The Long Reach of War

The Middle East Conflict’s Economic Impact on Fragile Contexts

A warehouse with Mercy Corps staff and volunteers packing 1,300 food kits.
Workers pack 1,300 Mercy Corps food kits, inside a warehouse in east Amman.
13 April 2026
The Long Reach of War (797.21 KB)

Six weeks of Middle East conflict have sent economic shocks thousands of kilometers from the fighting, hitting five of the world's most vulnerable economies — Somalia, Sudan, Pakistan, Ethiopia and Myanmar. Global urea prices are up 68 percent, Brent crude peaked at 78 percent above pre-war levels, and commercial transits through the Strait of Hormuz have fallen by 94 percent. The IMF, World Bank and WFP have described this as one of the largest disruptions to global energy markets in modern history, warning that rising food and fuel prices will fall hardest on low-income, import-dependent economies.

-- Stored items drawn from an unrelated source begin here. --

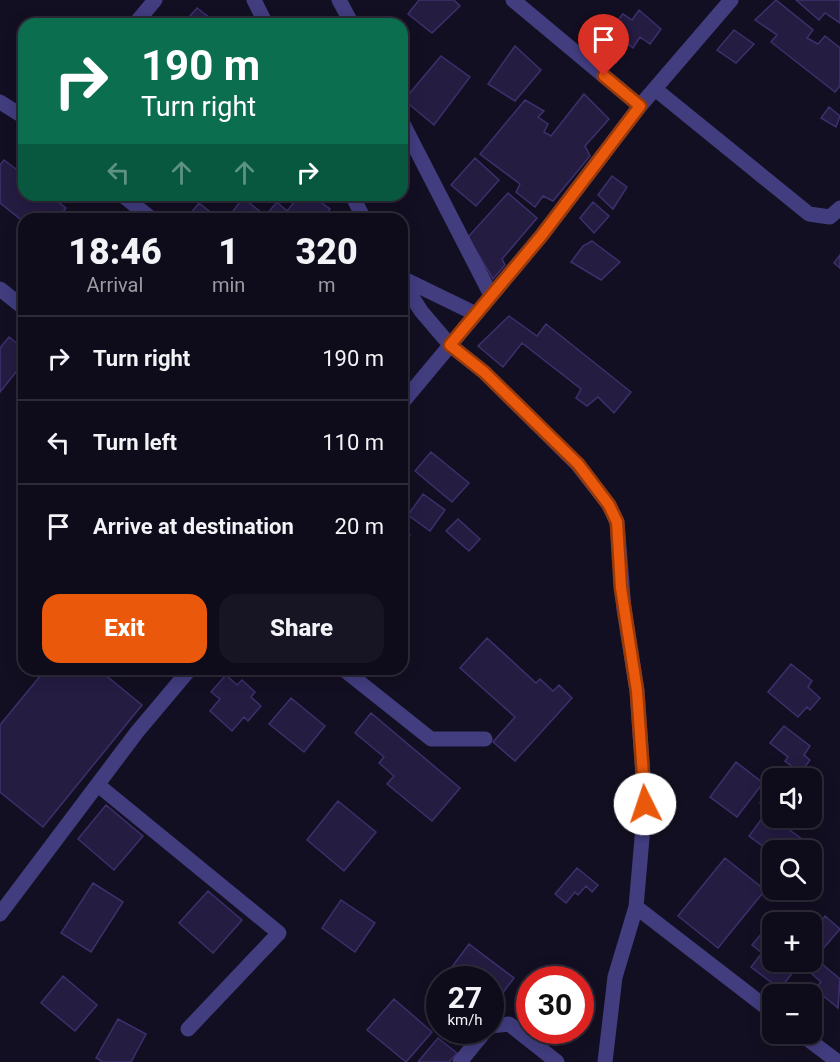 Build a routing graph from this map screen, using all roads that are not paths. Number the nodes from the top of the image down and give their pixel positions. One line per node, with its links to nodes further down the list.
1 (155, 0): 6 (street)
2 (254, 0): 7 (street)
3 (339, 0): 8 (street)
4 (513, 0): 11 (street)
5 (731, 0): 9 (street)
6 (140, 18)
7 (263, 18)
8 (349, 18)
9 (655, 89): 11 (street); 15 (street)
10 (0, 102): 12 (street)
11 (640, 106): 20 (street)
12 (18, 113)
13 (408, 134): 20 (street)
14 (130, 201): 16 (street)
15 (840, 208)
16 (144, 213)
17 (408, 282): 22 (street)
18 (0, 289): 21 (street)
19 (408, 289): 23 (street)
20 (491, 295): 22 (street)
21 (18, 303)
22 (476, 314): 23 (street)
23 (450, 345): 24 (street); 29 (street)
24 (408, 396)
25 (185, 675): 28 (street)
26 (351, 675): 27 (street)
27 (485, 739)
28 (98, 785): 30 (street); 33 (street)
29 (636, 907): 31 (street); 38 (street)
30 (0, 914)
31 (762, 1004)
32 (504, 1025): 37 (street)
33 (188, 1029)
34 (475, 1044): 36 (street)
35 (814, 1044): 39 (street)
36 (460, 1062)
37 (558, 1062)
38 (604, 1062)
39 (838, 1062)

The ceasefire announced on 7 April does not mean the Strait of Hormuz is open. Iran has suspended tanker passage and formalized a permission-based transit regime, with major shipping operators including Maersk confirming they will not resume Gulf operations until safe passage is guaranteed. Following the collapse of talks in Islamabad, President Trump announced a US Navy blockade of the strait on 12 April. For as long as Hormuz remains closed, fertilizer, diesel and shipping shocks will continue to reach crisis-affected populations.

The food security consequences of this war are already written into harvests that have not yet been planted. The FAO Chief Economist has warned that conflict disruption beyond 40 days triggers farmer behavioral changes — reduced fertilizer use, crop switching, smaller planted areas — that carry through to the 2026 and 2027 harvests. That 40-day threshold was crossed on 9 April, during the ceasefire window itself, with planting seasons active now across Somalia, Ethiopia and Pakistan.

Even if global oil prices fall, households in these five countries will continue paying war-era prices for weeks or months. Retail fuel prices in import-dependent economies follow global benchmarks up within days but lag significantly on the way down. In Mogadishu, fuel prices rose 150 percent within days of the war beginning. In Sudan, the purchasing power of a humanitarian cash transfer has already eroded by 40 percent. These shocks are landing on populations that cannot absorb them and on humanitarian responses that were already under-resourced before the war began.